With apologies to Monty Python, be prepared for an onslaught of spam brought on in the wake of "The Social Network." Legions of the previously disinterested buisness people are diving into social media with an "if that punk Mark Zuckerberg can do it, so can I" attitude, and little more than a vague idea that they've got to get stuff out there.
They're jumping into Twitter, creating a presence on Facebook, and otherwise frantically attacking social media worlds with little more than a vague impression of the social landscape as little more than another billboard on which to post their wares. In the next few weeks and months, you'll see (or in some cases, will be totally unaware) crude attempts at social media. I've heard first-hand from some who were previously borderline hostile to the concept. Now, a great piece of filmmaking has created a wider awareness of social media, but, in the short term, a lot of media garbage.

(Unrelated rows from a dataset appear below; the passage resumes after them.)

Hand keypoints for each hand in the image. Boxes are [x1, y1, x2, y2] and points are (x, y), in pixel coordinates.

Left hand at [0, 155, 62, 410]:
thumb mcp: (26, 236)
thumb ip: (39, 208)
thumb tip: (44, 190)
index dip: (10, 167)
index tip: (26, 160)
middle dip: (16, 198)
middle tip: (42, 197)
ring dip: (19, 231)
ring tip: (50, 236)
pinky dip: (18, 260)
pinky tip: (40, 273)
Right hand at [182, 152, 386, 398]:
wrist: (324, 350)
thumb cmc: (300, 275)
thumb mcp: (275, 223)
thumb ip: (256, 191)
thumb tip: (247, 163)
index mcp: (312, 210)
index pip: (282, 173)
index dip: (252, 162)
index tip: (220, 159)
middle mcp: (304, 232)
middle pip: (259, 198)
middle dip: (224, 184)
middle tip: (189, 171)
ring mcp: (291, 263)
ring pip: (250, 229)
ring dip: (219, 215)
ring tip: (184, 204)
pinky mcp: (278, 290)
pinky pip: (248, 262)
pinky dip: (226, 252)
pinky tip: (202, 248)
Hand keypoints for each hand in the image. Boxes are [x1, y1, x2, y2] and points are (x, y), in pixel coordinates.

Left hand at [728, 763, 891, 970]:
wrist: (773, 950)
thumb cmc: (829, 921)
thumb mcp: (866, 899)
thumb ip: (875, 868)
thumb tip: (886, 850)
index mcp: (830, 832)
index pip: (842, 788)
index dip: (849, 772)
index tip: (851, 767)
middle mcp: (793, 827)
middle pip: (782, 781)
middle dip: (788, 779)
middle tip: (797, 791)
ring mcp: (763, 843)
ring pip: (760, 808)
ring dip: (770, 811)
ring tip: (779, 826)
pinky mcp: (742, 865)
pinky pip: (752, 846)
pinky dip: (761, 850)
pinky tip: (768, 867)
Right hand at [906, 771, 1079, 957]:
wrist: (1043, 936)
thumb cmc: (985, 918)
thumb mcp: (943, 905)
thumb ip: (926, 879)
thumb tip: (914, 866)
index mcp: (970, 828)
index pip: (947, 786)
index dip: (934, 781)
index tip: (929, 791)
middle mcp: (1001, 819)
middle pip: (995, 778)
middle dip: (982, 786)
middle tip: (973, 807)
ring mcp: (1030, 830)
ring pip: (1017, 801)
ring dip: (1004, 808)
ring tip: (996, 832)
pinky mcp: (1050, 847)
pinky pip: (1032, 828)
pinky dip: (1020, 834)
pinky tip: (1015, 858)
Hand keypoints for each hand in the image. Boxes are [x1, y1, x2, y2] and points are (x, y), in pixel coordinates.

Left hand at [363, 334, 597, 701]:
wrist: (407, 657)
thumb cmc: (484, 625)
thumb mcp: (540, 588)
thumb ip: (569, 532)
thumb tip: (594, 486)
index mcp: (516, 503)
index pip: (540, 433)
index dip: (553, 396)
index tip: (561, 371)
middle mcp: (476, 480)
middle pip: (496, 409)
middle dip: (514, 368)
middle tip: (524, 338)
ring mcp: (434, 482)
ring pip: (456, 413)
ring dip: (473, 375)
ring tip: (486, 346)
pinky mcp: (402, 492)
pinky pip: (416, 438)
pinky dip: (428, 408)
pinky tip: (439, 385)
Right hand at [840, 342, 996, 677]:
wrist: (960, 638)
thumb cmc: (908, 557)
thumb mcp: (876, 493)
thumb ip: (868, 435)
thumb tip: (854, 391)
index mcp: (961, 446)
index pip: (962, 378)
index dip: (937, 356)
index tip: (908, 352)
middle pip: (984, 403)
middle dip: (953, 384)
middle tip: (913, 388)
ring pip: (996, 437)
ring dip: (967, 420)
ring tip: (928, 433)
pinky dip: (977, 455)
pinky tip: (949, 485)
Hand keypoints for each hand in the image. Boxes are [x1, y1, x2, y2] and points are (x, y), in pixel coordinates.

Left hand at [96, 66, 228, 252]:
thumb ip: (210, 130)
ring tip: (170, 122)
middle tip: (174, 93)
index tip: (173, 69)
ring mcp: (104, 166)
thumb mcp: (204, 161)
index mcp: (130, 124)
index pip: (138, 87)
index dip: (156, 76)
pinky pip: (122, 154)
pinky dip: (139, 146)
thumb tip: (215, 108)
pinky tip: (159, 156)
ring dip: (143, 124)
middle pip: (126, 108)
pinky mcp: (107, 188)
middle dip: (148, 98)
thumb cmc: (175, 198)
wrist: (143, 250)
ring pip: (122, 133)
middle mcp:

Yes, I know all this has existed before, but now it will explode as never before across the landscape.
- The use of Twitter as little more than an advertising platform, with little interest in engagement, and little knowledge of how Twitter can be used for such engagement;
- The creation of a presence on Facebook with little understanding of how to build and maintain that presence; and
- The attempt at building communities without the understanding of little more than a "build it and they will come" mentality.
The result? A flood of new users, a rapid burnout, and a bonanza for social media "experts," and, finally, perhaps, a long-overdue shake-out in those who see this as a "get rich quick" scheme.
Despite all of this initial mess, the ultimate result just might be a better informed, wider community of users.
So, it's not all bad. To quote Monty Python, "Spam, Wonderful Spam!"